Goldsman certainly took the “profound love” between the two seriously when writing the season. Across the second season the writers found a series of paired characters whose stories they felt naturally aligned. Q and Picard, perhaps unsurprisingly, were one such pair.
“I think is, in some ways, as significant as any other love life in Picard’s life, and in Q’s life,” Goldsman says. “We do want to examine that, and how that works and why it exists and what it means to both of them [... and] we definitely explored every version of that relationship — they’re not all explored on screen, but as we were developing.”
What they did settle on is a conclusion they will only hint at. But there’s a lot more mirroring between them than there ever was.

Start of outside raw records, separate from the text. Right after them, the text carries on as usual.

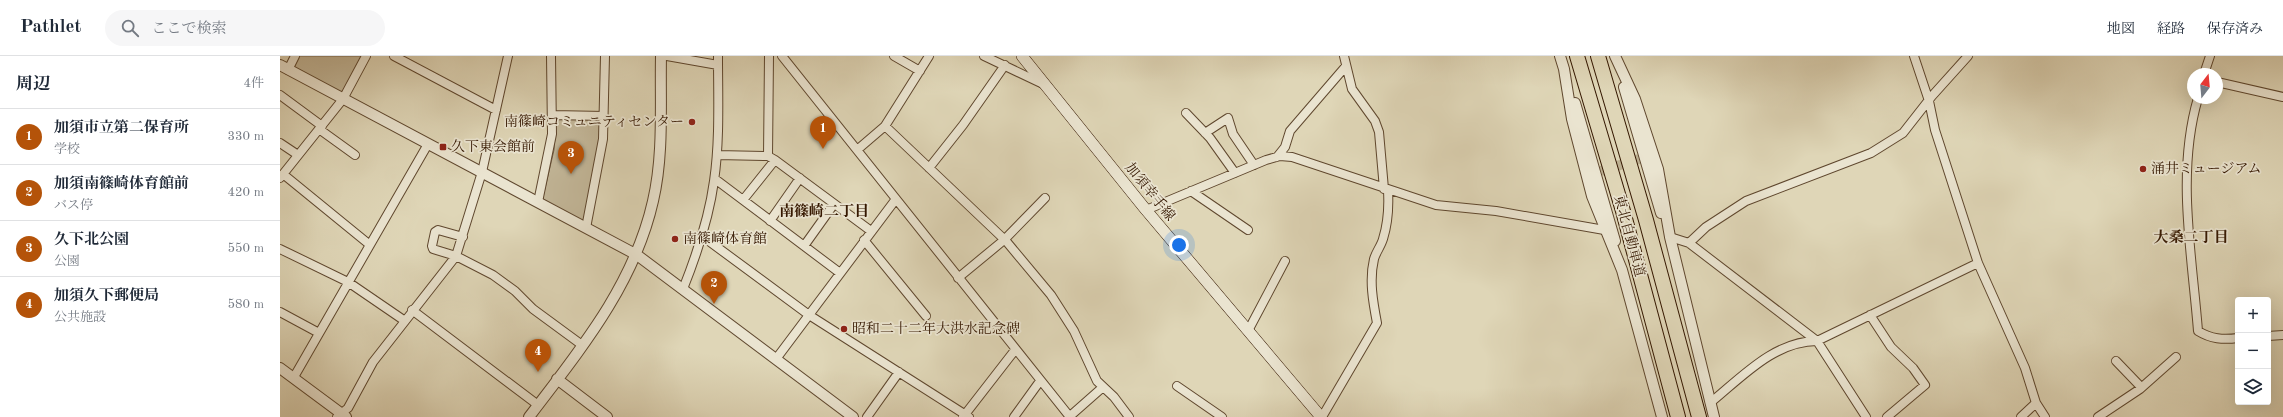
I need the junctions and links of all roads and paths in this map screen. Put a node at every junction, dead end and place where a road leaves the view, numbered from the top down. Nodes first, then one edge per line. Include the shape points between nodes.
1 (295, 56) edge
2 (366, 56) edge
3 (394, 56) edge
4 (508, 56) edge
5 (552, 56) edge
6 (605, 56) edge
7 (661, 56) edge
8 (667, 56) edge
9 (769, 56) edge
10 (782, 56) edge
11 (894, 56) edge
12 (929, 56) edge
13 (984, 56) edge
14 (1022, 56) edge
15 (1344, 56) edge
16 (1560, 56) edge
17 (1576, 56) edge
18 (1598, 56) edge
19 (1914, 56) edge
20 (1968, 56) edge
21 (2210, 56) edge
22 (1615, 58) edge
23 (718, 60) edge
24 (1005, 65) junction
25 (1346, 66) junction
26 (284, 67) edge
27 (2206, 68) edge
28 (1564, 69) junction
29 (920, 70) junction
30 (2223, 83) edge
31 (1043, 84) junction
32 (280, 95) edge
33 (2283, 97) edge
34 (343, 99) junction
35 (1929, 101) junction
36 (2197, 104) edge
37 (496, 110) junction
38 (1186, 113) dead end
39 (553, 115) junction
40 (604, 116) junction
41 (885, 126) junction
42 (320, 127) junction
43 (1205, 133) junction
44 (280, 143) edge
45 (428, 144) junction
46 (857, 150) junction
47 (298, 155) junction
48 (355, 155) dead end
49 (717, 155) junction
50 (1277, 157) junction
51 (772, 158) junction
52 (1254, 165) junction
53 (929, 168) junction
54 (482, 172) junction
55 (1235, 173) junction
56 (282, 176) edge
57 (800, 178) junction
58 (714, 179) junction
59 (1386, 190) junction
60 (1191, 191) junction
61 (1045, 198) dead end
62 (896, 199) junction
63 (743, 200) junction
64 (538, 202) junction
65 (834, 204) junction
66 (1146, 210) junction
67 (770, 220) junction
68 (586, 228) junction
69 (1248, 230) dead end
70 (871, 231) junction
71 (1609, 231) junction
72 (702, 236) junction
73 (463, 237) junction
74 (1670, 237) junction
75 (864, 240) junction
76 (1004, 240) junction
77 (1689, 243) junction
78 (370, 245) junction
79 (804, 246) junction
80 (280, 250) edge
81 (637, 255) junction
82 (456, 256) junction
83 (1285, 261) dead end
84 (1978, 263) junction
85 (840, 273) junction
86 (958, 278) junction
87 (348, 282) junction
88 (683, 289) junction
89 (412, 310) junction
90 (280, 312) edge
91 (809, 315) junction
92 (1870, 315) junction
93 (926, 316) dead end
94 (405, 321) junction
95 (1248, 331) junction
96 (319, 333) junction
97 (2283, 335) edge
98 (2271, 336) edge
99 (2235, 338) edge
100 (1817, 341) junction
101 (582, 345) junction
102 (1015, 350) junction
103 (2176, 357) dead end
104 (776, 359) junction
105 (2116, 361) dead end
106 (280, 368) edge
107 (899, 372) junction
108 (294, 377) junction
109 (557, 379) junction
110 (1040, 381) junction
111 (1177, 386) dead end
112 (1103, 387) junction
113 (2141, 388) junction
114 (1710, 403) junction
115 (2036, 403) junction
116 (538, 405) junction
117 (342, 416) edge
118 (966, 416) edge
119 (529, 417) edge
120 (606, 417) edge
121 (853, 417) edge
122 (867, 417) edge
123 (1014, 417) edge
124 (1070, 417) edge
125 (1129, 417) edge
126 (1222, 417) edge
127 (1321, 417) edge
128 (1662, 417) edge
129 (1678, 417) edge
130 (1699, 417) edge
131 (1714, 417) edge
132 (1866, 417) edge
133 (1887, 417) edge
134 (2021, 417) edge
135 (2046, 417) edge
136 (2098, 417) edge

1 - 26 street
2 - 34 street
3 - 37 street
4 - 37 street
5 - 39 street
6 - 40 street
7 - 81 street via 660,152 653,201
8 - 23 street
9 - 51 street
10 - 46 street
11 - 29 street
12 - 29 street
13 - 24 street
14 - 31 main road, 加須幸手線
15 - 25 street
16 - 28 street
17 - 129 highway, 東北自動車道 via 1621,203
18 - 130 highway, 東北自動車道 via 1646,220
19 - 35 street
20 - 35 street
21 - 27 street
22 - 74 street via 1642,158
22 - 74 street via 1635,99 1658,169
23 - 49 street
24 - 31 street
24 - 53 street
25 - 50 street via 1290,131 1285,147
25 - 59 street via 1352,89 1372,117 1379,132
26 - 34 street
28 - 71 street via 1598,172
28 - 71 street via 1572,119 1592,196
29 - 41 street
30 - 33 street
31 - 66 main road, 加須幸手線
32 - 42 street
34 - 42 street
34 - 45 street
35 - 77 street via 1903,133 1871,154 1746,201 1706,227
35 - 84 street via 1935,130
36 - 99 street via 2189,135 2187,164 2198,331 2208,337 2223,340
37 - 54 street
38 - 43 street
39 - 40 street
39 - 64 street via 549,153
40 - 68 street via 603,140
41 - 46 street
41 - 53 street
42 - 47 street
42 - 48 street
43 - 52 street via 1228,118 1233,134
43 - 55 street
44 - 47 street
45 - 54 street
45 - 78 street
46 - 62 street
47 - 56 street
49 - 51 street
49 - 58 street
50 - 52 street
50 - 59 street via 1292,157
51 - 57 street
51 - 63 street
52 - 55 street
53 - 76 street
54 - 64 street
54 - 73 street
55 - 60 street
56 - 78 street
57 - 65 street
57 - 67 street
58 - 63 street
58 - 72 street
59 - 71 street via 1436,205 1496,211
59 - 127 street via 1388,216 1374,260 1373,272 1372,300 1377,323
60 - 66 street
60 - 69 street
61 - 76 street
62 - 70 street
62 - 86 street
63 - 67 street
64 - 68 street
65 - 70 street
65 - 79 street
66 - 95 main road, 加須幸手線
67 - 79 street
68 - 81 street
70 - 75 street
71 - 128 street
72 - 88 street
72 - 91 street
73 - 82 street
73 - 82 street via 438,230 436,232 433,249
74 - 77 street
74 - 114 street
75 - 85 street
75 - 93 street
76 - 86 street
76 - 112 street via 1051,295 1074,331 1097,381
77 - 100 street
78 - 87 street
79 - 85 street
80 - 87 street
81 - 88 street
81 - 101 street via 613,302
82 - 89 street
82 - 101 street via 515,291 533,309
83 - 95 street
84 - 92 street
84 - 115 street via 2026,368
85 - 91 street
86 - 102 street
87 - 94 street
87 - 96 street
88 - 104 street
89 - 94 street
89 - 116 street
90 - 96 street
91 - 104 street
91 - 107 street
92 - 100 street
92 - 133 street via 1892,347 1913,368 1925,385
94 - 117 street via 373,362
95 - 127 main road, 加須幸手線
96 - 108 street
97 - 98 street
100 - 114 street via 1806,341 1778,350
100 - 132 street
101 - 109 street
102 - 110 street
102 - 118 street
103 - 113 street
104 - 121 street
105 - 113 street
106 - 108 street
107 - 118 street
107 - 122 street
108 - 117 street
109 - 116 street
109 - 120 street
110 - 123 street
110 - 124 street
111 - 126 street
112 - 124 street
112 - 125 street
113 - 136 street
114 - 131 street
115 - 134 street
115 - 135 street
116 - 119 street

“The writers are using the fact that time has passed here as a temporal thing for real, between two actors, as a motivator,” de Lancie says. “Season 2 is about an old Picard who does not have much time to come to grips with certain personal issues that he has not dealt with — and the clock is ticking.
“The hidden part of this, which I think you’re getting a little taste of in those opening episodes: is that there’s a clock ticking for me as well.”